You can use the @pulumi/aws, @pulumi/azure, or @pulumi/gcp libraries to manage cloud resources. Using these libraries, you can directly manage the properties of any cloud resource.

For example, in just a few lines of code, you can provision a security group and an EC2 instance:

let group = new aws.ec2.SecurityGroup("web-secgrp", { 
    ingress: [
        { protocol: "tcp", fromPort: 22, toPort: 22, cidrBlocks: ["0.0.0.0/0"] },
    ],
});

let server = new aws.ec2.Instance("web-server-www", {
    instanceType: "t2.micro",
    securityGroups: [ group.name ],   // reference the group object above
    ami: "ami-7172b611",
});

Next, let’s add a a CloudWatch metric alarm that is triggered when when the CPU utilization is over 80%:

const metricAlarm = new aws.cloudwatch.MetricAlarm("mymetricalarm", {
    comparisonOperator: "GreaterThanOrEqualToThreshold",
    evaluationPeriods: 2,
    metricName: "CPUUtilization",
    namespace: "AWS/EC2",
    period: 120,
    statistic: "Average",
    threshold: 80,
    alarmDescription: "This metric monitors ec2 cpu utilization"
});

In addition to alerting, you may want to provision a CloudWatch dashboard to have a single monitoring view for all your application resources.

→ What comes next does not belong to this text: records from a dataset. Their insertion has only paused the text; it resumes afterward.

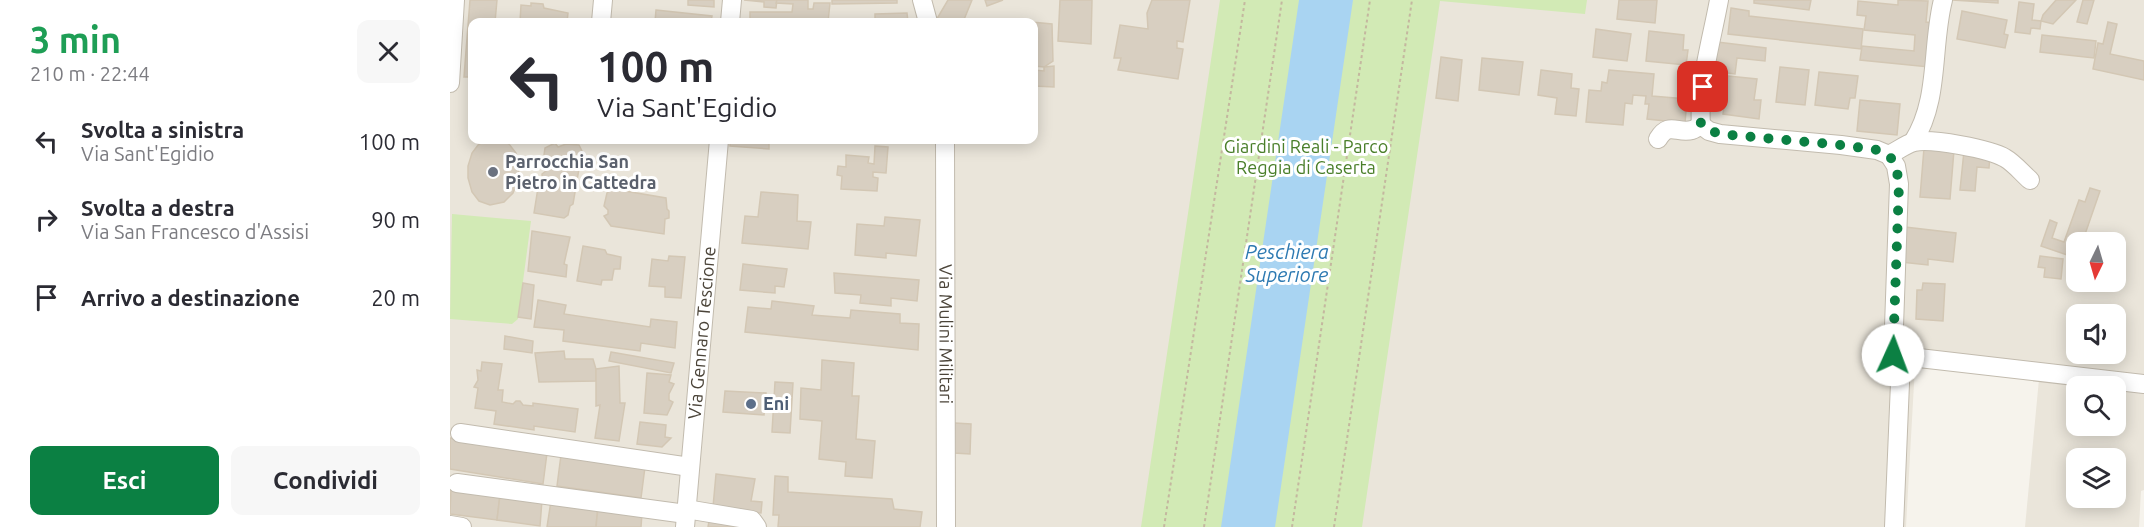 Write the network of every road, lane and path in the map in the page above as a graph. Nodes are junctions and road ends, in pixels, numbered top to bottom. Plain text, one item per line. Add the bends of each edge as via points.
1 (455, 0) edge
2 (603, 0) edge
3 (732, 0) edge
4 (1245, 0) edge
5 (1282, 0) edge
6 (1370, 0) edge
7 (1412, 0) edge
8 (1719, 0) edge
9 (1943, 0) edge
10 (601, 18) edge
11 (730, 18) edge
12 (450, 83) edge
13 (1701, 125) junction
14 (1658, 139) dead end
15 (1913, 142) junction
16 (719, 144) edge
17 (945, 144) edge
18 (1889, 155) junction
19 (2030, 180) dead end
20 (1893, 355) junction
21 (2144, 384) edge
22 (460, 433) dead end
23 (690, 467) junction
24 (457, 483) dead end
25 (686, 517) edge
26 (450, 525) edge
27 (462, 527) edge
28 (757, 527) edge
29 (946, 527) edge
30 (1164, 527) edge
31 (1203, 527) edge
32 (1292, 527) edge
33 (1334, 527) edge
34 (1894, 527) edge

1 - 12 street
2 - 10 street
3 - 11 street
4 - 30 path
5 - 31 path
6 - 32 path
7 - 33 path
8 - 13 street via 1703,87
9 - 15 street via 1928,107
13 - 14 street via 1692,130 1668,129
13 - 18 street via 1720,134 1841,145
15 - 18 street
15 - 19 street via 1991,152 2006,158
16 - 23 street, Via Gennaro Tescione
17 - 29 street, Via Mulini Militari
18 - 20 street via 1896,166 1899,184
20 - 21 street
20 - 34 street via 1900,383
22 - 23 street
23 - 25 street, Via Gennaro Tescione
24 - 25 street
25 - 28 street via 752,520
26 - 27 street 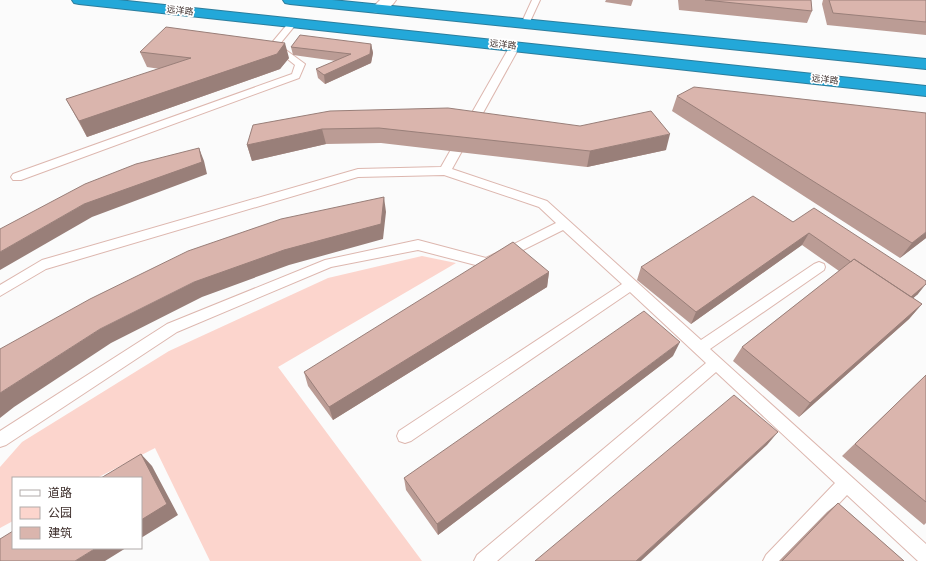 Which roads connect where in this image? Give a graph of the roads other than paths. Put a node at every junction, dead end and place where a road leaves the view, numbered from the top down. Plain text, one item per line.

You can define this dashboard directly in code using Pulumi. The following code defines a dashboard and specifies the widgets to include:

const dashboard = new aws.cloudwatch.Dashboard("mydashboard", {
    dashboardName: "my-dashboard",
    dashboardBody: JSON.stringify({
        widgets: [
          {
              type: "metric",
              x: 0,
              y: 0,
              width: 12,
              height: 6,
              properties: {
                  metrics: [
                      [
                          "AWS/EC2",
                          "CPUUtilization",
                          "InstanceId",
                          "i-012345"
                      ]
                  ],
                  period: 300,
                  stat: "Average",
                  region: "us-east-1",
                  title: "EC2 Instance CPU"
              }
          }
      ]
    })
});

Perhaps you want to post to an SNS topic whenever a user signs in to the AWS console for your production account. This requires provisioning three resources: the SNS topic, a CloudWatch event rule, and a CloudWatch event target. With Pulumi, this can all be specified with just a few lines of JavaScript:

const loginsTopic = new aws.sns.Topic("myloginstopic");

const eventRule = new aws.cloudwatch.EventRule("myeventrule", {
    eventPattern: JSON.stringify({
        "detail-type": [
            "AWS Console Sign In via CloudTrail"
        ]
    })
});

const eventTarget = new aws.cloudwatch.EventTarget("myeventtarget", {
    rule: eventRule.name,
    targetId: "SendToSNS",
    arn: loginsTopic.arn
})

These are just a few examples of the AWS resources you can manage in Pulumi. You can provision Athena databases, DynamoDB tables, IAM users, roles, groups, and role policies, Kinesis streams, and more.